Oracle's cloud computing margins are rising rapidly, and gross margins for SaaS and PaaS will march toward 80% over time, according to CFO Safra Catz. That's particularly impressive, considering Microsoft's cloud margins have been under pressure.
Catz, peer CEO Mark Hurd and Chairman Larry Ellison provided multiple cloud revenue momentum updates during Oracle's Q3 earnings call this evening with Wall Street analysts. It was an all-out blitz as Oracle attempted to address the elephant in the room: A former employee who claims Oracle has artificially inflated its cloud revenues. Oracle denied the claims when they surfaced earlier this month, and then followed up with key milestones during today's earnings call.
Among the highlights:
- Total cloud revenues -- SaaS, PaaS and IaaS -- were $737 million for the quarter, up 43% from the corresponding quarter last year.
- The Q3 gross margin for SaaS and PaaS was 51%, up from 43% last quarter.
- "And we will see further improvement in Q4. From there we will be targeting 80% over time," Catz told attendees.
Catz even pulled back the curtain a bit on 2017 expectations. For Q1 2017 she predicted:
- SaaS and PaaS revenue growth should be higher than the 59% mid point of my Q4 guidance.
- SaaS and PaaS gross margin are expected to be higher than Q4 gross margins.
Larry Ellison Attacks Salesforce.com, Workday
Ellison also joined the call, taking some time to attack rival Salesforce.com in the cloud market. He claimed:
"Oracle is now selling more new SaaS and PaaS annually recurring cloud revenue than any other company in the world including Salesforce.com. We are growing much faster than Salesforce.com more than twice as fast. Because we sell into a lot more SaaS and PaaS market than they do. We compete directly with Salesforce.com in every segment of the SaaS customer experience market including sales, service and market."

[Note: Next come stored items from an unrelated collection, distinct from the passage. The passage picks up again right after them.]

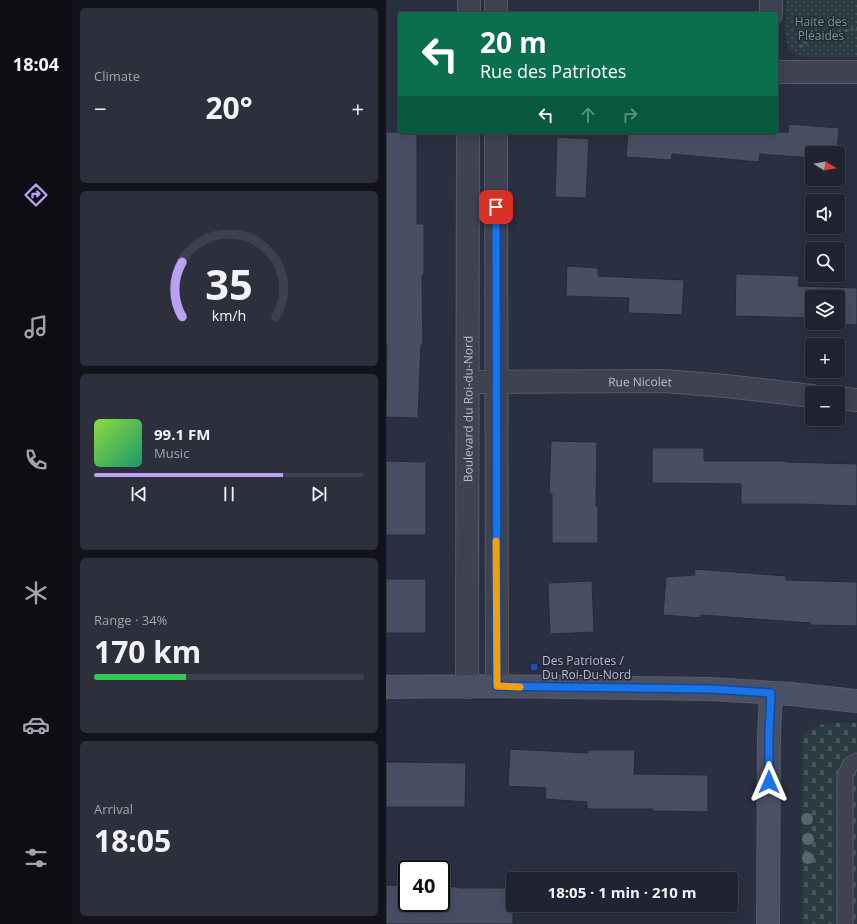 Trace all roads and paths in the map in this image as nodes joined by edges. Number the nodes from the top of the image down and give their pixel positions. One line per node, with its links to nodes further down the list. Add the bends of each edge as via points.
1 (469, 0): 4 (street)
2 (496, 0): 5 (street)
3 (771, 0): 6 (street)
4 (469, 12)
5 (496, 12)
6 (771, 12)
7 (857, 28): 8 (path, via 810,39)
8 (798, 48)
9 (778, 72): 10 (street)
10 (857, 72)
11 (468, 134): 14 (street, Boulevard du Roi-du-Nord)
12 (496, 134): 13 (street)
13 (496, 381): 14 (street, Rue Nicolet); 15 (street, Rue Nicolet, via 664,381); 18 (street)
14 (468, 382): 20 (street, Boulevard du Roi-du-Nord)
15 (805, 395)
16 (845, 399): 17 (street)
17 (857, 400)
18 (497, 686): 20 (street); 21 (street, via 711,689)
19 (386, 687): 20 (street)
20 (467, 687)
21 (771, 693): 22 (street); 24 (street)
22 (857, 701)
23 (857, 761): 25 (lane, via 852,762 845,776)
24 (768, 924)
25 (845, 924)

Ellison and Hurd expanded the conversation to include cloud-based HR and other emerging markets -- with Hurd claiming Oracle is taking share from WorkDay. Hurd's comments involved specific customer wins -- which prompted a nudge from Catz to "stop" revealing the detailed customer wins. The Oracle leadership team mentioned Workday 24 times during the call, Salesforce 8 times, and Microsoft four times.

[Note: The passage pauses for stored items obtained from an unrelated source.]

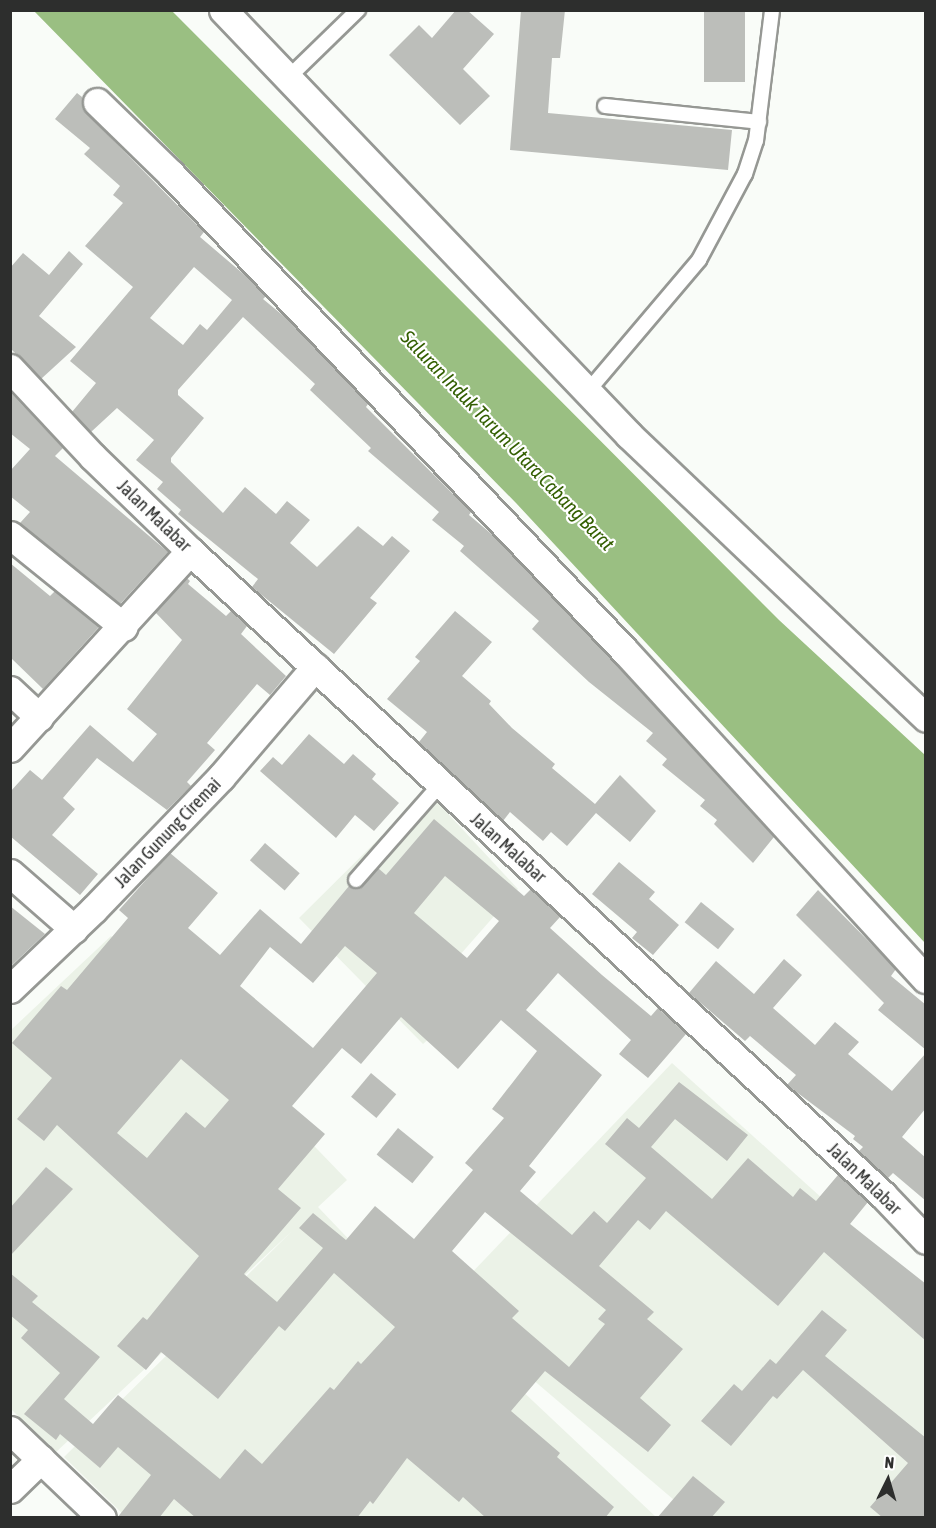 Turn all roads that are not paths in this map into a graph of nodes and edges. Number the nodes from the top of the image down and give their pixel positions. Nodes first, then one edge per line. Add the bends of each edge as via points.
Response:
1 (223, 10) edge
2 (358, 10) edge
3 (772, 10) edge
4 (288, 78) junction
5 (97, 102) dead end
6 (605, 106) dead end
7 (759, 122) junction
8 (10, 368) edge
9 (588, 391) junction
10 (10, 535) edge
11 (190, 551) junction
12 (124, 627) junction
13 (315, 667) junction
14 (10, 690) edge
15 (39, 717) junction
16 (926, 718) edge
17 (10, 748) edge
18 (440, 786) junction
19 (10, 873) edge
20 (356, 880) dead end
21 (74, 929) junction
22 (926, 979) edge
23 (10, 989) edge
24 (926, 1240) edge
25 (10, 1430) edge
26 (41, 1459) junction
27 (10, 1489) edge
28 (102, 1518) edge

1 - 4 street
2 - 4 lane
3 - 7 lane
4 - 9 street
5 - 22 street via 171,174 625,651
6 - 7 lane
7 - 9 lane via 745,174 699,260
8 - 11 street, Jalan Malabar via 92,456
9 - 16 street
10 - 12 street
11 - 12 street
11 - 13 street, Jalan Malabar
12 - 15 street
13 - 18 street, Jalan Malabar
13 - 21 street, Jalan Gunung Ciremai via 221,777
14 - 15 street
15 - 17 street
18 - 20 lane
18 - 24 street, Jalan Malabar via 884,1195
19 - 21 street
21 - 23 street, Jalan Gunung Ciremai
25 - 26 street
26 - 27 street
26 - 28 street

Admittedly, Oracle's growth rate claims vs Salesforce and WorkDay are potentially misleading. Oracle has a smaller cloud business than that of Salesforce.com, so head-to-head percentage growth rate figures can be a bit misleading.
The Bigger Win: Cloud Margins
The bigger story here likely involves Oracle's cloud gross margins, and the company's ability to differentiate from Amazon Web Services and Microsoft's cloud services -- particularly Azure.
Yes, Oracle competes against AWS and Azure in the IaaS (Infrastructure as a Service) market. But that isn't Oracle's strong suit. And the IaaS segment is prone to price wars and discounting.
Microsoft's commercial cloud gross margins were 45 percent in the company's most recent quarter, according to CFO Amy Hood. During an earnings call in April, Microsoft essentially conceded that margins could fall even more as the company continues to build out its cloud infrastructure.
Oracle's message is exactly the opposite, claiming gross margins in the cloud market will approach 80 percent in the quarters ahead.
Where do partners fit in? Oracle activated a range of cloud partner program updates in February. We're checking in with the company for more updates.